Cafe Checocho Hardgrave Rd, Oct 2011
Box Vintage Wall, Vulture Street, Oct 2011
For me, street artists are the unsung heroes of urban environments.
I'm not talking about your run-of-the-mill graffiti taggers. I mean the talented - mostly anonymous - people who create really great art on urban walls, roofs, posts, footpaths and more.
One day, you walk past a blank surface. Next morning - voila! Art has bloomed overnight. I just love seeing spaces transformed in this way.
Luckily for me, West End is full of fantastic street art - funny, beautiful, surprising, controversial - you name it, it's here somewhere. I love it so much that, over the last six months, I've started photographing what I find, trying to create a more permanent record of what are often ephemeral works.
Some of them are small, whimsical pieces that you need to look carefully to find (like the tiny winged creatures outside Cafe Checocho's door on Hardgrave Road).
Others are major artworks taking up whole walls (like the zombies on the vacant block on Ashington Street, or the murals on the walls of Box Vintage on Vulture Street and Noir Homewares on Princhester Street).
Some of this art lasts for years - like the massive roses on a besser block wall in Greet Street; one of West End's industrial back streets. Look beneath the roses for some installation art, which I suspect survives from when Flipbook Gallery occupied this site.
Fintan Magee mural, Hardgrave Rd, Oct 2011
Others are fleeting --
Fintan Magee regularly changes his mural on a private wall on Hardgrave Road, while the delicate doves that used to flutter up the wall of a building on the corner of Montague Road and Vulture Street have already been painted over.
Street&Garden Furniture, Mural by Simon, Sep 2011
Most are created for free, though a few of the things that I've included have been commissions paid for by local businesses (like the huge mural outside Street and Garden Furniture on Kurilpa Street).
Phone booth, Hardgrave Rd, Sep 2011
I've also included a couple of posters - one that popped up in a phone box on Hardgrave Road, and another that was used to advertise a garage sale. Both made me stop, look, think and feel, so I thought that they were worthy inclusions.
Some of the art makes a political point - like the slogans adorning a now-abandoned development site on Montague Road. This kind of street art was once very common in West End, but seems to make fewer appearances nowadays.
Cnr Vulture & Thomas Sts, Nov 2011
Others are intensely personal; a long mural in a car-park on the corner of Vulture and Thomas streets is a tribute by friends to a young local woman who was murdered. It's been there for years now, and is left respected and untouched by other artists.
The vast majority of these artworks are anonymous. Where I could see a name, I've given it here. As for the others, if you know who created an anonymous work - or you
are the person who created it - feel free to leave a comment below so that we can give credit where it's due. I've also given the dates that I took the photographs.
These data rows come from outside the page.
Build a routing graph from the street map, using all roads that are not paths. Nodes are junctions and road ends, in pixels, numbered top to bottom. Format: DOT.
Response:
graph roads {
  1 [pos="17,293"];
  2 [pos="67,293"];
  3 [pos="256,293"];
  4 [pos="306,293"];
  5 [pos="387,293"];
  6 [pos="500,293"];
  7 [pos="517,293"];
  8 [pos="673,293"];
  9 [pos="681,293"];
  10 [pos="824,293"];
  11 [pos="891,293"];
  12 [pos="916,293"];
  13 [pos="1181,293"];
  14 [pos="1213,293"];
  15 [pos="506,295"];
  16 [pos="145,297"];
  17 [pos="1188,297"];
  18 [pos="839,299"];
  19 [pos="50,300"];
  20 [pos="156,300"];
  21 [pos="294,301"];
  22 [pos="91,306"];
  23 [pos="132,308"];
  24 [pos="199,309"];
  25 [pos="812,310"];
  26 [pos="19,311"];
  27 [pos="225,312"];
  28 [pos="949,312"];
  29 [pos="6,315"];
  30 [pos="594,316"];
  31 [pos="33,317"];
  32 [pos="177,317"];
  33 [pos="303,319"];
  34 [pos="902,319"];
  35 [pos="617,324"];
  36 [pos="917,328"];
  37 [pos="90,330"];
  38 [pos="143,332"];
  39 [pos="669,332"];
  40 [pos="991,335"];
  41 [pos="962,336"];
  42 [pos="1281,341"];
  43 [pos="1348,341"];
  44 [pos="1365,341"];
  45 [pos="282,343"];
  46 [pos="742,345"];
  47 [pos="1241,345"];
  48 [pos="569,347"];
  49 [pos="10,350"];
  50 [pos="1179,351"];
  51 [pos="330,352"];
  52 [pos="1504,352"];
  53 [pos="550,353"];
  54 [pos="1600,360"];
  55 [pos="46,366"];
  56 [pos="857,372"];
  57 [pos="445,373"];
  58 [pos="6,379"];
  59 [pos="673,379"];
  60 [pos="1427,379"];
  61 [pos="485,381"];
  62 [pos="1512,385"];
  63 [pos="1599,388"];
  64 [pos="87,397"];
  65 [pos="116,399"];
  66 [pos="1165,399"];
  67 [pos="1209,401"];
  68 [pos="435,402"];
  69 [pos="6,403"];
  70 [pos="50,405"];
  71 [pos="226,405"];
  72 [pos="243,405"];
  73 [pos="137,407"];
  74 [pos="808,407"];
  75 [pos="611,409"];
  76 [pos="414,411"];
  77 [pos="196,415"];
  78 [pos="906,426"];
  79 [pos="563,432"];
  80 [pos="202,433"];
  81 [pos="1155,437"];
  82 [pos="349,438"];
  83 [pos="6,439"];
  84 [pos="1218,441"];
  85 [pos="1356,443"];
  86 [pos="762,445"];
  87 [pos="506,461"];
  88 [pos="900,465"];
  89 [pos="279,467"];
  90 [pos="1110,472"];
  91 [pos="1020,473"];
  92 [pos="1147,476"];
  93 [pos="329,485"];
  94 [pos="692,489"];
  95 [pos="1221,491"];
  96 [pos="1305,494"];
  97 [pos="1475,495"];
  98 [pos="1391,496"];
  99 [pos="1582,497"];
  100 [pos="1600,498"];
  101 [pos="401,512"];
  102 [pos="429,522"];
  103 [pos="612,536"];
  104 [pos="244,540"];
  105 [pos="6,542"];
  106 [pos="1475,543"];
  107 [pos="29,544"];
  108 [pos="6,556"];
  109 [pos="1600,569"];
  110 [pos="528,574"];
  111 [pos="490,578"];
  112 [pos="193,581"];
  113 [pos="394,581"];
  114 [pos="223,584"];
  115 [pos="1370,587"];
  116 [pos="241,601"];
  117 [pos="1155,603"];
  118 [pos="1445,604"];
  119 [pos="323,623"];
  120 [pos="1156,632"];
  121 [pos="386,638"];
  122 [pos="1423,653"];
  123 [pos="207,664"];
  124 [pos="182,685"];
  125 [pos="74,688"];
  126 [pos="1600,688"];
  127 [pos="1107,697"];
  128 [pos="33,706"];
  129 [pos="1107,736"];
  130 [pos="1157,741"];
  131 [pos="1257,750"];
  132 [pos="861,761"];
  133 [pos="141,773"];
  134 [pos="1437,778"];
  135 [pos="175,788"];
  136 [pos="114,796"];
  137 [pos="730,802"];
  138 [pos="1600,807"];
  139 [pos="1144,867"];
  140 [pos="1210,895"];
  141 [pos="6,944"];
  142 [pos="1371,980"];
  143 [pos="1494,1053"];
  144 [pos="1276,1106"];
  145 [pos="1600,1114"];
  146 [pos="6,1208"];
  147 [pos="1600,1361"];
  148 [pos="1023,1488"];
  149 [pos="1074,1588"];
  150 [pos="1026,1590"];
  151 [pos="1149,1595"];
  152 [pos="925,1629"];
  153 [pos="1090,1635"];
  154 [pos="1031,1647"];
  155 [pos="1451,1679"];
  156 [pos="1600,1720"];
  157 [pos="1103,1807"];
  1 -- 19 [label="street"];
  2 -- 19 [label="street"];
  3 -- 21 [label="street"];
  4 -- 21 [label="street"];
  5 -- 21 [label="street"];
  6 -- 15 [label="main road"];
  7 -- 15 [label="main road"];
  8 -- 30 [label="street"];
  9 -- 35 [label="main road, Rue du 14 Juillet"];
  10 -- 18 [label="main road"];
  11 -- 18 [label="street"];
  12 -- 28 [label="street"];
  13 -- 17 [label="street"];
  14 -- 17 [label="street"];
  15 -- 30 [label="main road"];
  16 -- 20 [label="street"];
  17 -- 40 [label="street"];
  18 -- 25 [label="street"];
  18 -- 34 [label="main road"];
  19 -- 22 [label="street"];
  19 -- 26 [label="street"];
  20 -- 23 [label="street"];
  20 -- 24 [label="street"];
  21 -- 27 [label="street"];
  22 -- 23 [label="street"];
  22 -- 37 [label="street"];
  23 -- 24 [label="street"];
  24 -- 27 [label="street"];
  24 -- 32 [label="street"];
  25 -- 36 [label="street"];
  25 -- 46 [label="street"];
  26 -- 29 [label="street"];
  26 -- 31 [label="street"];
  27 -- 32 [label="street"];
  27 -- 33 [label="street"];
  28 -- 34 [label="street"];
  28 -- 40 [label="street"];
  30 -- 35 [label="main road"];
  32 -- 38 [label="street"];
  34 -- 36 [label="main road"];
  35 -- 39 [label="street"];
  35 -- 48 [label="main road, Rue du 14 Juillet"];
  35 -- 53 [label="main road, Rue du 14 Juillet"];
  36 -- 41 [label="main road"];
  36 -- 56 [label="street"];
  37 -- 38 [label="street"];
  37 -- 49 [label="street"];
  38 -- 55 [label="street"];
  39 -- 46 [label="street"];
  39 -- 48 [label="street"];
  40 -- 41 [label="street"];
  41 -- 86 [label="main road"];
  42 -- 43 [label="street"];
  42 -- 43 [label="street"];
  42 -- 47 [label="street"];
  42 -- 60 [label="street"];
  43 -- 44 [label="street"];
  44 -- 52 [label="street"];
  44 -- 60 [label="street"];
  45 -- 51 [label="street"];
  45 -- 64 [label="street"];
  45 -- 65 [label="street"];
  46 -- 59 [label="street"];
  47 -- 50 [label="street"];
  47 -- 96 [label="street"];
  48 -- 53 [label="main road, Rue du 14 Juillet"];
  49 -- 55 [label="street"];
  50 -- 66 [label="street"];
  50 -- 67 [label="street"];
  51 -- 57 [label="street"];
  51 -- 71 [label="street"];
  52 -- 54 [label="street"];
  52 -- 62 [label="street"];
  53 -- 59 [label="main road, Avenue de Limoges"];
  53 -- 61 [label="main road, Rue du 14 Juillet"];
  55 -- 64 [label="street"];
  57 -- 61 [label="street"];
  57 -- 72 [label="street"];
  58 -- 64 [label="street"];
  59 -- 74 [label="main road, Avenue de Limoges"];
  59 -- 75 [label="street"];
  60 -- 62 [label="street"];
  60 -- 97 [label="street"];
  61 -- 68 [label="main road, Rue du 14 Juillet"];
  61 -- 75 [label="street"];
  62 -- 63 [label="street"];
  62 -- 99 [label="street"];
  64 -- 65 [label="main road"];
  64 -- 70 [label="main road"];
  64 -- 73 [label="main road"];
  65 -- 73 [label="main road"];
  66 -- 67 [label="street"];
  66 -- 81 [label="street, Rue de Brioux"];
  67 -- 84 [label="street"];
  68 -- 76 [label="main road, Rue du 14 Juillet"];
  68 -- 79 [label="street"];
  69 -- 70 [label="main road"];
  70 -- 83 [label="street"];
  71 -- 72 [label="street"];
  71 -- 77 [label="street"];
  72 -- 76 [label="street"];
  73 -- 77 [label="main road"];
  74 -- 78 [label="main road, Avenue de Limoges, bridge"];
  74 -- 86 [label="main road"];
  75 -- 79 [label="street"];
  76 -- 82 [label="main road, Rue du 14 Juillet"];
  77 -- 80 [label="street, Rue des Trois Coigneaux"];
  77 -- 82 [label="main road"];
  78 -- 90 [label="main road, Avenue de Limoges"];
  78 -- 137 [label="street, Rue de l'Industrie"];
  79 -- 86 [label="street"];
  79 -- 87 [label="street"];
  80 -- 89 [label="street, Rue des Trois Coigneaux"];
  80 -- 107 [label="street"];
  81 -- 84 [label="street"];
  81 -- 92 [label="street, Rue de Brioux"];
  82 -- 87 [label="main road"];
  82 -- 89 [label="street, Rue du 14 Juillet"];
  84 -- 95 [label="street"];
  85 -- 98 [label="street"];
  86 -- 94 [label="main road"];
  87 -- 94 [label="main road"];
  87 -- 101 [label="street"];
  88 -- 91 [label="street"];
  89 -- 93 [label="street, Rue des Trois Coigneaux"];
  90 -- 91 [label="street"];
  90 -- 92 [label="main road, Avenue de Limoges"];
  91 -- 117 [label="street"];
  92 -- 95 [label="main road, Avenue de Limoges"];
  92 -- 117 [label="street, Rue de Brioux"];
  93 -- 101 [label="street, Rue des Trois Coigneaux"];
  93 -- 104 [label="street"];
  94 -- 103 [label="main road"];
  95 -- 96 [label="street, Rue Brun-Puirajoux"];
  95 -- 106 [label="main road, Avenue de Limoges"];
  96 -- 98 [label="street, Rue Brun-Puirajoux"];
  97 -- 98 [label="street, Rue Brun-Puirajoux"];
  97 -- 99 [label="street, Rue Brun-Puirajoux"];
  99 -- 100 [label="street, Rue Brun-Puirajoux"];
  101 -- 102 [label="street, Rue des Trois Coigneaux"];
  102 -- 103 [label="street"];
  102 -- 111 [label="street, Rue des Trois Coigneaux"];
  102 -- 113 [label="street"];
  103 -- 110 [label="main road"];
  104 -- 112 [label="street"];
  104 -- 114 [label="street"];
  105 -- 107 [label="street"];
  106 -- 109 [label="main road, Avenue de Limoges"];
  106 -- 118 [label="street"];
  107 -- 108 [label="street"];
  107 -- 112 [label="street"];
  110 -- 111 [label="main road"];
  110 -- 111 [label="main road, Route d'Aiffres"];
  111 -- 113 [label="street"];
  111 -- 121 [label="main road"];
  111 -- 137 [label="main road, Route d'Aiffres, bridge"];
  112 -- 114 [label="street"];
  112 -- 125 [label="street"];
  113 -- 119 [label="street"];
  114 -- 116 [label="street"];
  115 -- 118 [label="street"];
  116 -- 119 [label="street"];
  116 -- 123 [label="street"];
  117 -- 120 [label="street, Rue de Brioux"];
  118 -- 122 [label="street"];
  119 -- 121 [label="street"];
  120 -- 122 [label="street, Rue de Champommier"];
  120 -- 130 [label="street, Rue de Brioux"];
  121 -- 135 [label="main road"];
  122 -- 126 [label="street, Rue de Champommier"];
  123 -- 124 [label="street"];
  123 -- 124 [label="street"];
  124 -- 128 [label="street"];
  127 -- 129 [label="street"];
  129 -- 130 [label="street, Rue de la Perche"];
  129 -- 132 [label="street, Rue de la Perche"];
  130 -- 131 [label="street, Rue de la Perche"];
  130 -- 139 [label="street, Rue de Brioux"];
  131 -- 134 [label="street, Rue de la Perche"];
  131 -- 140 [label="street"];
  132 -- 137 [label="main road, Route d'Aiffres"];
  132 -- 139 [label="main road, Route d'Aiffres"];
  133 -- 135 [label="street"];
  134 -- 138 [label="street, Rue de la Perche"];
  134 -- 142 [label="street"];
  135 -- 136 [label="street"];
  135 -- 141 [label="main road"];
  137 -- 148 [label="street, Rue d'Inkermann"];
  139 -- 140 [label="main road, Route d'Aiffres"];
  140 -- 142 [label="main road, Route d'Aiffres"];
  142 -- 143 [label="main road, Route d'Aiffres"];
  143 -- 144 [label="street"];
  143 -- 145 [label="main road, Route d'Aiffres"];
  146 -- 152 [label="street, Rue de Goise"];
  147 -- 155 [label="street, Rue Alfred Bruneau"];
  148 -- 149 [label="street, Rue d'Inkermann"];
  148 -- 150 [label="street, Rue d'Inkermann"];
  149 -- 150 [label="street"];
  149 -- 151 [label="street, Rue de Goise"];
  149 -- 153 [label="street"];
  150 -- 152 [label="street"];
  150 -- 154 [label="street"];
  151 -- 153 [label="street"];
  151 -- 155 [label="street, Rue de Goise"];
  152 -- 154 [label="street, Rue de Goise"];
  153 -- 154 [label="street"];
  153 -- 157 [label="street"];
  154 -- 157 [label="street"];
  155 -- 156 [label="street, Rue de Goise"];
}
If you like what you see, I'd urge you to go for a walk and take a look at this art out in the wild - on the street, where it lives. Most of it is still there now, and chances are new stuff will have sprung up by the time this article is published. There also plenty of good pieces that I didn't have room to include.
Cnr Montague Rd & Vulture St, Oct 2011
Some of the best places to look are in the back streets between Montague Road and the river, especially around factories and industrial sites. Among long grass and concrete walls you can discover art of surprising power and delicacy.
Night Owl car-park, Boundary St, Aug 2011
If you're really keen, you can also buy a book entitled
West End Street Art, published in 2009 by another long-time West Ender, Paul Rollo.
Like me, Paul thought the art was beautiful and wanted to share it with a wider audience. Most of what he captured in that book is long gone now. You can buy it for $20 through
his website or from West End bookshop
Avid Reader.
One of the best places to visit to get a perspective on how street art and community connect in West End is Princhester Street.
There, on the wall outside Noir homewares, you can see not only a great piece of art but a whole dialogue and history of how the artwork came to be.
I understand that Noir is moving soon, and who knows what will happen to the building next, so you might need to get along and have a look quickly if you want to see what I'm talking about.
Box Vintage, Vulture St, Oct 2011
To all the street artists out there, thanks for making me laugh, gasp, cry and feel in 2011. Can't wait to see what you come up with this year.